[Source records]
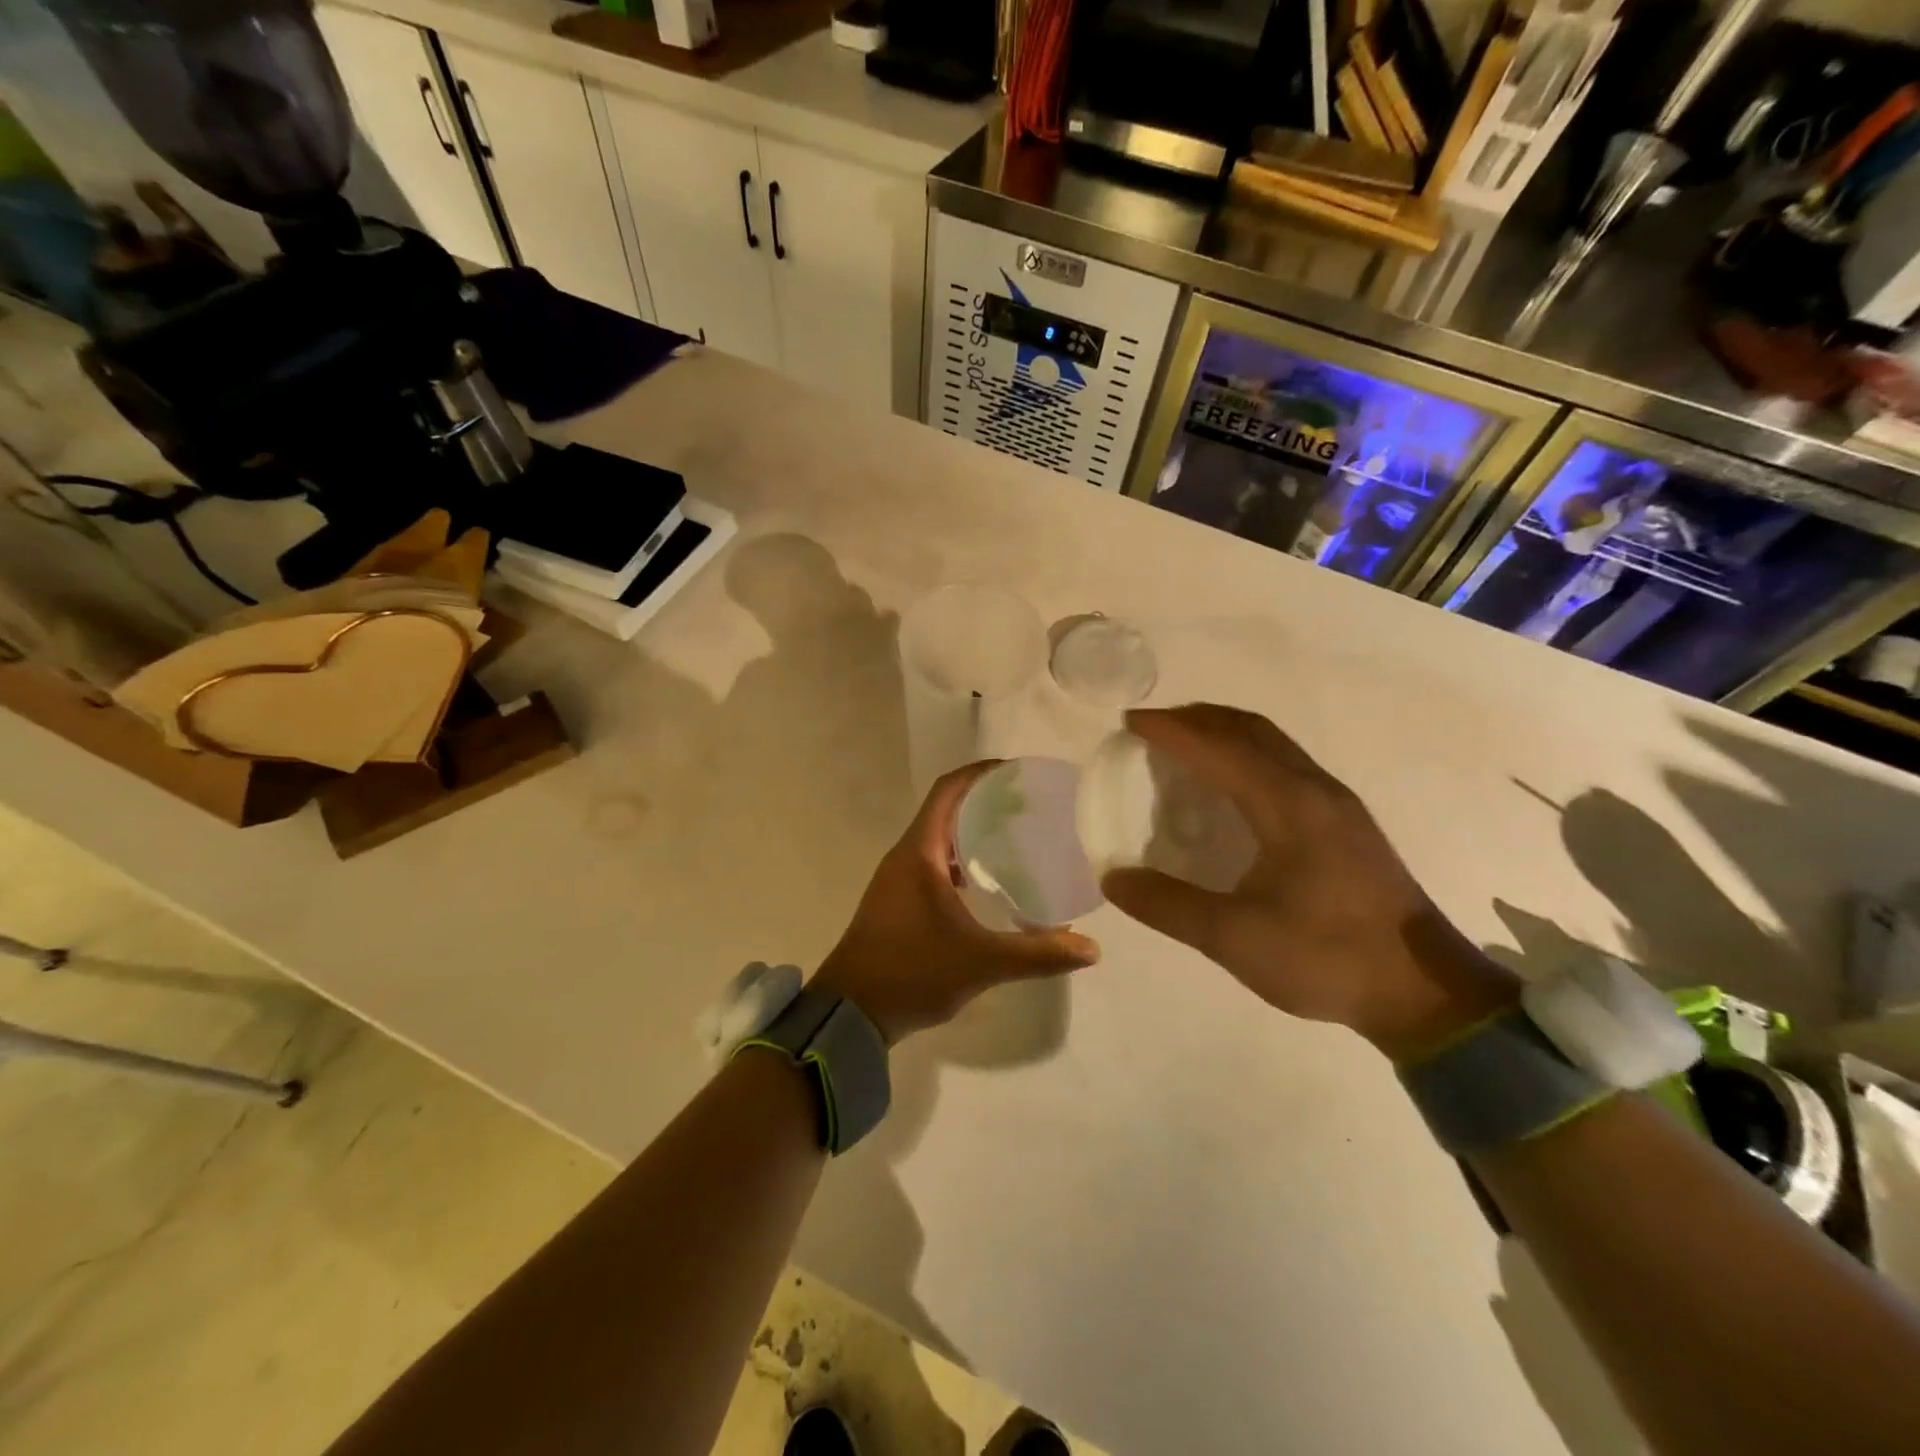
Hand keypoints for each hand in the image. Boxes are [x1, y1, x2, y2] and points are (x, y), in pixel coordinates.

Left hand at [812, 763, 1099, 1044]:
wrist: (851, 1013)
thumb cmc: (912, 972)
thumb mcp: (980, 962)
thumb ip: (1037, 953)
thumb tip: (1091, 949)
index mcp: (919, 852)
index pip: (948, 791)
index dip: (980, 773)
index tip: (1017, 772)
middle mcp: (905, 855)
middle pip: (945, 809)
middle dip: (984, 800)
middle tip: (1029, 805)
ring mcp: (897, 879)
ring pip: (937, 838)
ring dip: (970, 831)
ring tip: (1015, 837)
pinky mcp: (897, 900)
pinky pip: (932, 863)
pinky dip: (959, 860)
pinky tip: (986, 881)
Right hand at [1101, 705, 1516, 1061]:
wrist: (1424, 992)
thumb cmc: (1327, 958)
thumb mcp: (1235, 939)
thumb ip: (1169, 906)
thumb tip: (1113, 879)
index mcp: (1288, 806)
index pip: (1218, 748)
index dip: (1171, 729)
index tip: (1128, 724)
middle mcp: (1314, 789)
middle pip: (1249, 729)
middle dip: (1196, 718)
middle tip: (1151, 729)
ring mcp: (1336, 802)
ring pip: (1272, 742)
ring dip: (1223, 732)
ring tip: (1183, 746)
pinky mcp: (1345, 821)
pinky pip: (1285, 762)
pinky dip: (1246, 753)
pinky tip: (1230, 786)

HOW TO COMPLETE THIS TASK >> With the string "thumb" as the key, filter the data above and show the lines that match.

ANSWER FOR THIS EXERCISE >>
thumb cmc: (912, 972)
thumb mcp: (980, 962)
thumb ip: (1037, 953)
thumb tip: (1091, 949)
thumb cmc: (1327, 958)
thumb mcp: (1235, 939)
thumb ip: (1169, 906)
thumb tip: (1113, 879)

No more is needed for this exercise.